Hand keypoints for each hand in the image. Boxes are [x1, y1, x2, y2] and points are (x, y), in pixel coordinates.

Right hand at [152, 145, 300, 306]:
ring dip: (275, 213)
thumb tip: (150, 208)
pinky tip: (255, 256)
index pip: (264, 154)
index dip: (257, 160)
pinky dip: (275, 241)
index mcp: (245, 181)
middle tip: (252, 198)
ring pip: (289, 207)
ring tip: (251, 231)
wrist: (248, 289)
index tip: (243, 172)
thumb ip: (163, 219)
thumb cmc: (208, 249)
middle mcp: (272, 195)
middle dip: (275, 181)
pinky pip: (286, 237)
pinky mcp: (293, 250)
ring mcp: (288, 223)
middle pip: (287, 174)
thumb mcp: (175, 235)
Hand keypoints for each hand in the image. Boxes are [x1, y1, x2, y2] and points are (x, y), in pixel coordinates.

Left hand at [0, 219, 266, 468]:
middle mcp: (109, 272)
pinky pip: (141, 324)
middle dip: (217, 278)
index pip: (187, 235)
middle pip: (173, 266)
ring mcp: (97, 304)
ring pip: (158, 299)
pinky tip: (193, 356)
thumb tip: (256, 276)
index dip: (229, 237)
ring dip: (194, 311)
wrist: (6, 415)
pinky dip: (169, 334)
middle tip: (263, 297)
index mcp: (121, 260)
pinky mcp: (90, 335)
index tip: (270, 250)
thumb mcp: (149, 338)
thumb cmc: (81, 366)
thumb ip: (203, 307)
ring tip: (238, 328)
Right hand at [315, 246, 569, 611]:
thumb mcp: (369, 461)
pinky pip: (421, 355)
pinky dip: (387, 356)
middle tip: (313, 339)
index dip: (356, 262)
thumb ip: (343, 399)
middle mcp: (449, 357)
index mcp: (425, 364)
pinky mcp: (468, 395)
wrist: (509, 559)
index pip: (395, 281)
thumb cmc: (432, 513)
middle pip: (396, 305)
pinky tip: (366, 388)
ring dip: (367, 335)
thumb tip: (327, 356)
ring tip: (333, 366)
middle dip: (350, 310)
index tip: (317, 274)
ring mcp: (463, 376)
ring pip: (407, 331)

● What the exercise asks
Pull out every line in the data above that has the word "middle".

● Result of this task
middle tip: (252, 198)
middle mcp: (272, 195)
middle dip: (275, 181)
middle pip: (287, 174)
middle mcp: (109, 272)
middle dip: (217, 278)
middle pip: (173, 266)
middle tip: (263, 297)
middle tip: (313, 339)
middle mcp: (449, 357)
middle pip: (396, 305)
middle dip: (350, 310)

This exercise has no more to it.